This essay about the wolf was originally published as part of “The Great Canadian Creature Feature” appeared in the June/July 2021 issue of Cottage Life. Growing up as a ‘90s kid in the United Arab Emirates, I was often glued to the television screen in my living room. Along with subtitled reruns of Full House … Continued

This essay about the wolf was originally published as part of “The Great Canadian Creature Feature” appeared in the June/July 2021 issue of Cottage Life.

Growing up as a ‘90s kid in the United Arab Emirates, I was often glued to the television screen in my living room. Along with subtitled reruns of Full House and ER, a smattering of Canadian shows had somehow made it all the way to the Middle East. I didn’t know much about Canada, a country nearly 11,000 kilometres away.

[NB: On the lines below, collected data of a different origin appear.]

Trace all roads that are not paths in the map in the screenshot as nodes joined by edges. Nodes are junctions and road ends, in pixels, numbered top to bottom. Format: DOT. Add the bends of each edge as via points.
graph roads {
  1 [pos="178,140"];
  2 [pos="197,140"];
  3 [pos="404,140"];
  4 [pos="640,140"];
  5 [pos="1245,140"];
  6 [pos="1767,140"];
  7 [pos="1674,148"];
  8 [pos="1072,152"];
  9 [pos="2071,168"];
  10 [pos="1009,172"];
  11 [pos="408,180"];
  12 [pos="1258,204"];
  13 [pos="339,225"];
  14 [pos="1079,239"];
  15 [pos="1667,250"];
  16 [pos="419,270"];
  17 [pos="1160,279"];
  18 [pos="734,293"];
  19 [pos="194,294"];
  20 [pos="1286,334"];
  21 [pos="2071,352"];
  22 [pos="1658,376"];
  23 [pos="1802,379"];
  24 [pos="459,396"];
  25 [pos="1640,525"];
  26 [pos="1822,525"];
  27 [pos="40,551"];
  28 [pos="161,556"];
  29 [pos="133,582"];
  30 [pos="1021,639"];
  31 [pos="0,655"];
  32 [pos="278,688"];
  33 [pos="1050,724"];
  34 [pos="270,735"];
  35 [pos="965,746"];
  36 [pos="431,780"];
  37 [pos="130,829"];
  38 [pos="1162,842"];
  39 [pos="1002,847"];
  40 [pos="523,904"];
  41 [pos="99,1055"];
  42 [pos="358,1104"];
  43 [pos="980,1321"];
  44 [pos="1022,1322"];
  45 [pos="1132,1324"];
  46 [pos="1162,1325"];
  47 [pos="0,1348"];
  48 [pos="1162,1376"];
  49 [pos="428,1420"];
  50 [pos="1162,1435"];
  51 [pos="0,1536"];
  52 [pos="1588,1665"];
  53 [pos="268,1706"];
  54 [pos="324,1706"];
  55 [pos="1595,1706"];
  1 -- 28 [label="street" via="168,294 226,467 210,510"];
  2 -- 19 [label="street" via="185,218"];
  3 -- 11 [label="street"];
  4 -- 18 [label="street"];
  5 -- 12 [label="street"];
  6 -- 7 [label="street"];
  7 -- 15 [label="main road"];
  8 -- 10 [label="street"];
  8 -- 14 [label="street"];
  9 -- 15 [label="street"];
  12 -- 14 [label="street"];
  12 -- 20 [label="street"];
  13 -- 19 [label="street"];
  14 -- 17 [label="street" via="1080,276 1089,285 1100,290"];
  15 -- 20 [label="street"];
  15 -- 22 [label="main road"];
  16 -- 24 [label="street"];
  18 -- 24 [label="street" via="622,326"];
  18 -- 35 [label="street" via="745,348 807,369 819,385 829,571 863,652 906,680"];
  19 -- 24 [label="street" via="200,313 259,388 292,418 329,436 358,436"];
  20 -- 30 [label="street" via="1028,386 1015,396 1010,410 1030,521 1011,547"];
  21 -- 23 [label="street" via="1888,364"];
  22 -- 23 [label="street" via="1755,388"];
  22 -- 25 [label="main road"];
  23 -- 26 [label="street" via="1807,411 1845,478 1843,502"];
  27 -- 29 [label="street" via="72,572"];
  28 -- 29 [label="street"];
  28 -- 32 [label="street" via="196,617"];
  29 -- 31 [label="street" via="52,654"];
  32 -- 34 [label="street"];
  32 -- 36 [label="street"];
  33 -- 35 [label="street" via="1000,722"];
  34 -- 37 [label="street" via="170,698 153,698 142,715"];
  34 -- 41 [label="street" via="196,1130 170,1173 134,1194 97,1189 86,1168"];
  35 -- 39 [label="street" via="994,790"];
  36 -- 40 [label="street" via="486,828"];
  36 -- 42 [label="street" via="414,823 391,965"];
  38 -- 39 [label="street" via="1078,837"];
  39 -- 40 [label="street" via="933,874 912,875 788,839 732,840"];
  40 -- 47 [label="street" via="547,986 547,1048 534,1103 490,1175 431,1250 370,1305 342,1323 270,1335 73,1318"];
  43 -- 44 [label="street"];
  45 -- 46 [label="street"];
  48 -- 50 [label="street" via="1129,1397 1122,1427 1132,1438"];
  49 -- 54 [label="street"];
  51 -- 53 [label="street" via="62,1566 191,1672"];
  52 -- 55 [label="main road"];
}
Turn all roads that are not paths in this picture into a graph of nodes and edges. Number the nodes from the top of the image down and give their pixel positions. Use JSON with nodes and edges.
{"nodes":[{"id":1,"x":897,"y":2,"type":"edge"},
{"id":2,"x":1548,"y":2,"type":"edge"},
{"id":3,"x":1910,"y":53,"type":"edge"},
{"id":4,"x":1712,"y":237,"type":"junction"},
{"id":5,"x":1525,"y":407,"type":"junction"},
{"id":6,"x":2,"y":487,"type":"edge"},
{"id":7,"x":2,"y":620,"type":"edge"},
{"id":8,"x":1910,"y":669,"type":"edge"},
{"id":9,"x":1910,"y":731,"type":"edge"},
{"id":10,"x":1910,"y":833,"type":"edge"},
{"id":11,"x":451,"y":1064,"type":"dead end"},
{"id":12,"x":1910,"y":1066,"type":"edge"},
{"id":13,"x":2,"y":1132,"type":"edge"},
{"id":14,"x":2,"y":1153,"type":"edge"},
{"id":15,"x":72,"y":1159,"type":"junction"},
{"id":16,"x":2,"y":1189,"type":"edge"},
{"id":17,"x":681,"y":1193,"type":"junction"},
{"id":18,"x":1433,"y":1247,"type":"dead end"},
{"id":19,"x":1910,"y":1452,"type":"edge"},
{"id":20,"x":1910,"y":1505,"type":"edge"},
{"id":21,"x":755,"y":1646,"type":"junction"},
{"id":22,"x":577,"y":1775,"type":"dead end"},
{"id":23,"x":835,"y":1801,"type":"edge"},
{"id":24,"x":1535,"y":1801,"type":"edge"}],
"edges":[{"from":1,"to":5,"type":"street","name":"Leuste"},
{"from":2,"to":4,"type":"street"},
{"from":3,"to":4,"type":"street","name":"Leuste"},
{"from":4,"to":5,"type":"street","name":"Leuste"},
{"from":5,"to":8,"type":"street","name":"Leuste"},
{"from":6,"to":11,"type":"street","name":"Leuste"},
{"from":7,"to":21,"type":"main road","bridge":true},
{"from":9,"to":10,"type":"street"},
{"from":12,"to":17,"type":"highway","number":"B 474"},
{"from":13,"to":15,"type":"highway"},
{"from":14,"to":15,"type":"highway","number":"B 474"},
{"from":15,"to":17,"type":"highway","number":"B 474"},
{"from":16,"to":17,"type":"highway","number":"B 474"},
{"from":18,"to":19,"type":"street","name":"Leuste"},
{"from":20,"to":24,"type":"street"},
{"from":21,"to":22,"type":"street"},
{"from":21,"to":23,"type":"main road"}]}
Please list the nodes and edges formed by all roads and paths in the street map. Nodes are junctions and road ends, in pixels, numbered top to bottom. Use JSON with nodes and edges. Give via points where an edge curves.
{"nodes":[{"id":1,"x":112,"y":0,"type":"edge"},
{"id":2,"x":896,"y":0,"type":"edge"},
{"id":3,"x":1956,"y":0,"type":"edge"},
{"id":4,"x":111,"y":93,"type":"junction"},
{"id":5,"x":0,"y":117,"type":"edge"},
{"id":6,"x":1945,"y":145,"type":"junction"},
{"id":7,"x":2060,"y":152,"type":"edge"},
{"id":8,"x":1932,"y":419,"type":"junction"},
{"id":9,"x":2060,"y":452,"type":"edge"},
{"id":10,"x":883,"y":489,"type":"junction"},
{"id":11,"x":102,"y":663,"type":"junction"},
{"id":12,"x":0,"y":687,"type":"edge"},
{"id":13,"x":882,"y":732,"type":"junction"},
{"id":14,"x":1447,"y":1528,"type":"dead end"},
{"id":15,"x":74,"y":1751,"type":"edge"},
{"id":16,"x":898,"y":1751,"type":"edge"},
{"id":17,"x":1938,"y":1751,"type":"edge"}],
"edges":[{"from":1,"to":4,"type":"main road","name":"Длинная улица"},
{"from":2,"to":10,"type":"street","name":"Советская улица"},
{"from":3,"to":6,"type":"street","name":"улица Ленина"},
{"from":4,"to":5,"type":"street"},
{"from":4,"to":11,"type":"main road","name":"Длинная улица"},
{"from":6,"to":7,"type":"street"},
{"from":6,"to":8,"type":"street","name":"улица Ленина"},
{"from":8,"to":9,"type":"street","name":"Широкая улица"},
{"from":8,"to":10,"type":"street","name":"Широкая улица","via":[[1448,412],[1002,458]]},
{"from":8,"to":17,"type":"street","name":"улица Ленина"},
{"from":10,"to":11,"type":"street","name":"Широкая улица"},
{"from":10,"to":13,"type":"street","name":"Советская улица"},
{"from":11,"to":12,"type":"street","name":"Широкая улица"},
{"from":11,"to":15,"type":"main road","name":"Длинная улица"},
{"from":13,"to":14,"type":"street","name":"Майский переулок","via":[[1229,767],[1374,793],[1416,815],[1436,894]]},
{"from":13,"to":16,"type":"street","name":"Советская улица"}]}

But television taught me a lot about it, both fact and fiction.

My favourite shows were North of 60, a CBC drama about a First Nations town in the Northwest Territories, and Due South, a quirky police procedural about an impossibly polite Canadian Mountie, played by Paul Gross. The Mountie’s constant companion was Diefenbaker, a majestic, white part-wolf that also happened to read lips—in several languages. 

Living as I did in a country where 40-degree summers and sand storms are the norm, Canada’s cold winters, endless snow, and wide expanses of forest became the stuff of fantasy. For me, nothing evoked “Canada” more than an imperious wolf calling to its pack with a piercing howl that resonated across the snowy pines of the wilderness. Ever since those formative years, the wolf has been prominent in my conception of Canada—even after fantasies became different realities when I immigrated to Toronto in 2006. 

I arrived in Canada as a shy, inexperienced 17-year-old university student, separated from my family for the first time. Those early days were exciting, but also terrifying—I was in a strange city in an inconceivably large country where no one really knew or cared about me. And I can definitively say that my first-hand experiences of Canada’s frigid winter temperatures and deluges of snow were the furthest thing from my romanticized fantasies. Those first few years in Canada were tough. In many ways, I identified with the lone wolf, continents and oceans away from my pack. I had to learn to rely on myself to forge a life and career here. I became stronger and more resilient.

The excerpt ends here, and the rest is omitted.